The first of the distinguished diplomat's daily takes on the presidential visit.

Mr President,

Welcome to India. We are excited about the prospect of receiving a man of destiny not just for the people of the United States, but also for people around the world, who see you as a messiah of change and hope.

We have a stake in your success because, on it depends the advent of a just, equitable and non-racist world. On this Diwali day, when you arrive in India, the brightest light that we see in the horizon is the one you lit in Washington that cold January night in 2008.

Our welcome is spontaneous and unconditional. Your arrival in India itself is historic, regardless of whatever you may or may not accomplish here in the next four days.

We know that you will arrive in India before recovering from the mid-term shock of losing the House and reducing your majority in the Senate. The fact that your predecessors too had to face such defeats may be no consolation for you.

In your case, the amazing fact is that you never received bipartisan support even in your struggle to tackle the national economic crisis or crucial health reform issues.

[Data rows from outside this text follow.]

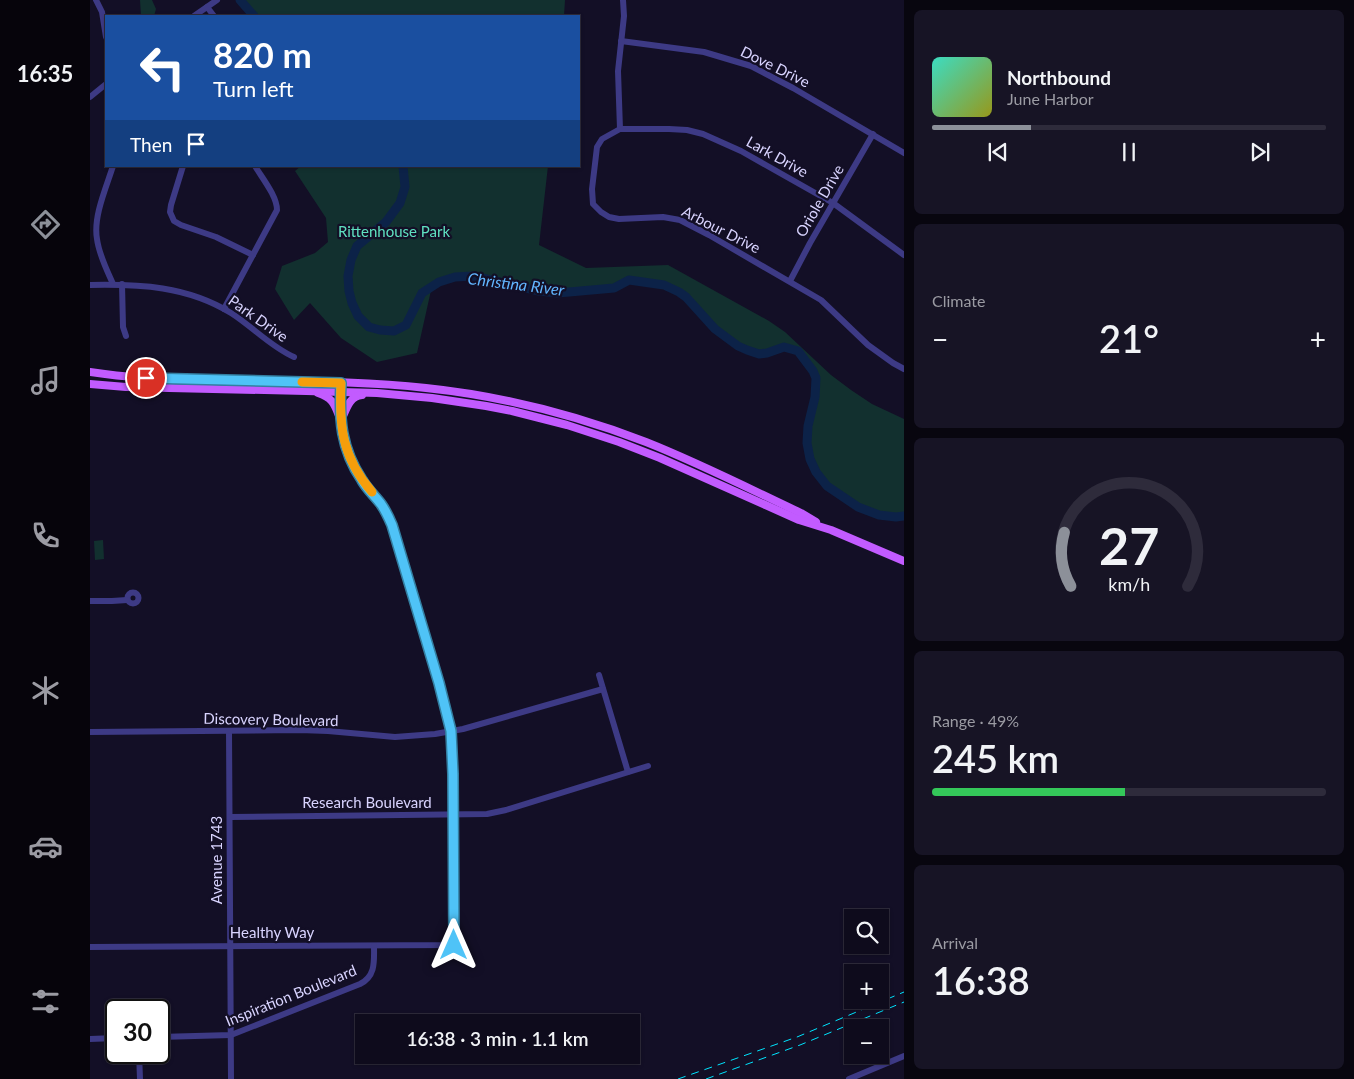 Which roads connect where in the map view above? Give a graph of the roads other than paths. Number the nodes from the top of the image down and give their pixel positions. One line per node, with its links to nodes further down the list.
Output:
1 (96, 0): 7 (street)
2 (217, 0): 4 (street)
3 (624, 0): 8 (street)
4 (207, 6): 5 (street); 6 (street)
5 (195, 15)
6 (213, 15)
7 (105, 31)
8 (622, 41): 11 (street); 12 (street, Dove Drive)
9 (105, 85): 10 (street)
10 (90, 96)
11 (620, 129): 17 (street, Lark Drive); 20 (street, Arbour Drive)
12 (873, 134): 13 (street, Dove Drive); 17 (street, Oriole Drive)
13 (904, 153)
14 (113, 167): 22 (street)
15 (183, 167): 18 (street)
16 (256, 167): 18 (street)
17 (833, 203): 19 (street, Lark Drive); 20 (street, Oriole Drive)
18 (253, 255): 24 (street)
19 (904, 255)
20 (790, 281): 27 (street, Arbour Drive)
21 (90, 284): 22 (street, Park Drive)
22 (113, 284): 23 (street, Park Drive)
23 (122, 284): 24 (street, Park Drive); 25 (street)
24 (224, 309): 26 (street, Park Drive)
25 (126, 336)
26 (294, 358)
27 (904, 369)
28 (90, 372): 29 (main road)
29 (341, 383): 32 (street); 35 (main road)
30 (90, 384): 31 (main road)
31 (306, 391): 32 (main road); 34 (main road)
32 (340, 392): 33 (main road); 34 (street)
33 (377, 393): 34 (main road); 35 (main road)
34 (341, 421): 42 (street)
35 (831, 530): 36 (main road)
36 (904, 561)
37 (127, 600): 38 (street)
38 (90, 601)
39 (599, 674): 40 (street)
40 (602, 689): 42 (street, Discovery Boulevard); 45 (street)
41 (229, 731): 42 (street, Discovery Boulevard); 43 (street, Discovery Boulevard); 47 (street, Avenue 1743)
42 (451, 731): 46 (street)
43 (90, 732)
44 (648, 766): 45 (street, Research Boulevard)
45 (628, 772): 46 (street, Research Boulevard)
46 (453, 815): 47 (street, Research Boulevard); 49 (street, Healthy Way)
47 (230, 817): 48 (street, Avenue 1743)
48 (230, 946): 49 (street, Healthy Way); 50 (street, Healthy Way); 51 (street, Avenue 1743)
49 (374, 946): 51 (street, Inspiration Boulevard)
50 (90, 947)
51 (231, 1035): 52 (street, Inspiration Boulevard); 58 (street, Avenue 1743)
52 (170, 1037)
53 (105, 1038): 54 (street)
54 (90, 1039)
55 (904, 1056): 59 (street)
56 (139, 1064): 57 (street)
57 (140, 1079)
58 (231, 1079)
59 (849, 1079) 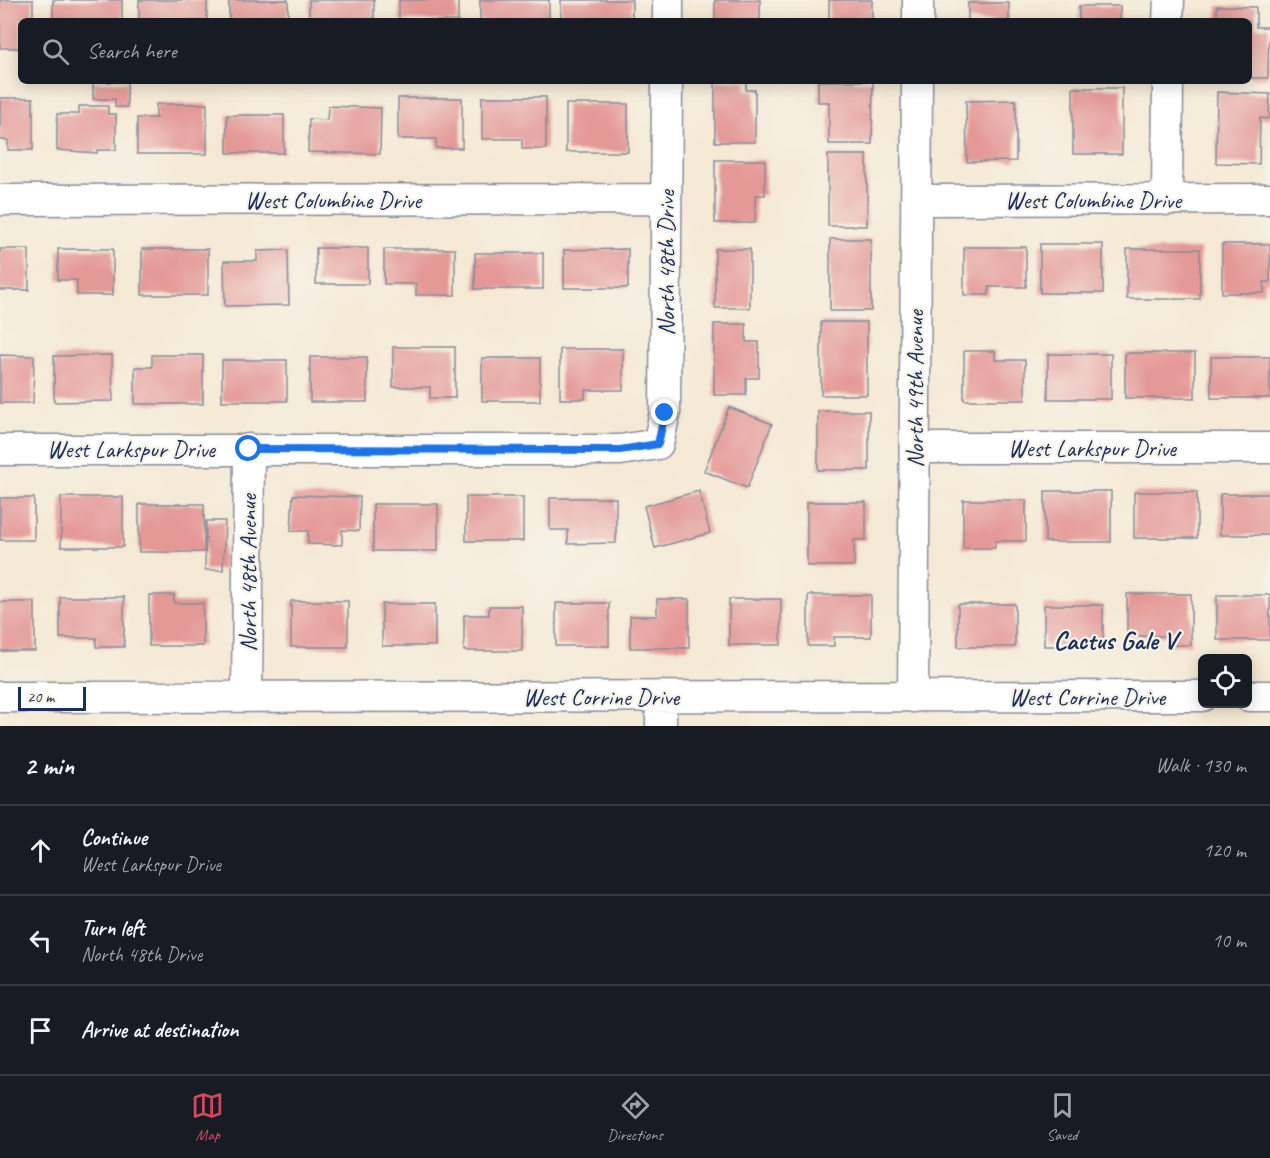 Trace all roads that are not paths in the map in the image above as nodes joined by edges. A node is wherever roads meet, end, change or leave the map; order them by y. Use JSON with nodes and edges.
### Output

There appears to be a conspiracy by vested interests to reverse the historic process that brought you to the White House. The trends you have set in foreign policy from Cairo and Prague break new ground for global peace and prosperity and you should have the time to bring them to fruition.

We see hope in your initiatives and we wish you well.

Though the loss of the House is a blow to the Democratic Party and your own Congressional agenda, you will find that the new leaders of the various Congressional bodies will be supportive of your efforts to build a strategic partnership with India.

Some leaders of the Republican party, who shaped President Bush's pro-India policies, will be back in influential positions and this is a silver lining from the point of view of beneficial India-US relations. A new bipartisan approach to India may well be in the offing.

Strategic thinkers on both sides have debated every issue that is likely to come up during your visit and we hope that your mind is not muddled by the prophesies of doom or high expectations contained in those masterpieces.

As one of our former foreign ministers famously said, the visit should be seen in 'directional' and not 'transactional' terms.

As long as you are able to have a frank exchange of views with our prime minister, whom you consider your guru, on strategic issues and reach an understanding on China, Pakistan, and Afghanistan, your visit will be of infinite value.

There is a certain inevitability of success in these areas as neither of us is guided by any desire to subvert or dominate the region. We desire nothing but prosperity and stability for our neighbours as long as they do not work either to inflict a 'thousand cuts' on us or to create a 'string of pearls' to suffocate us.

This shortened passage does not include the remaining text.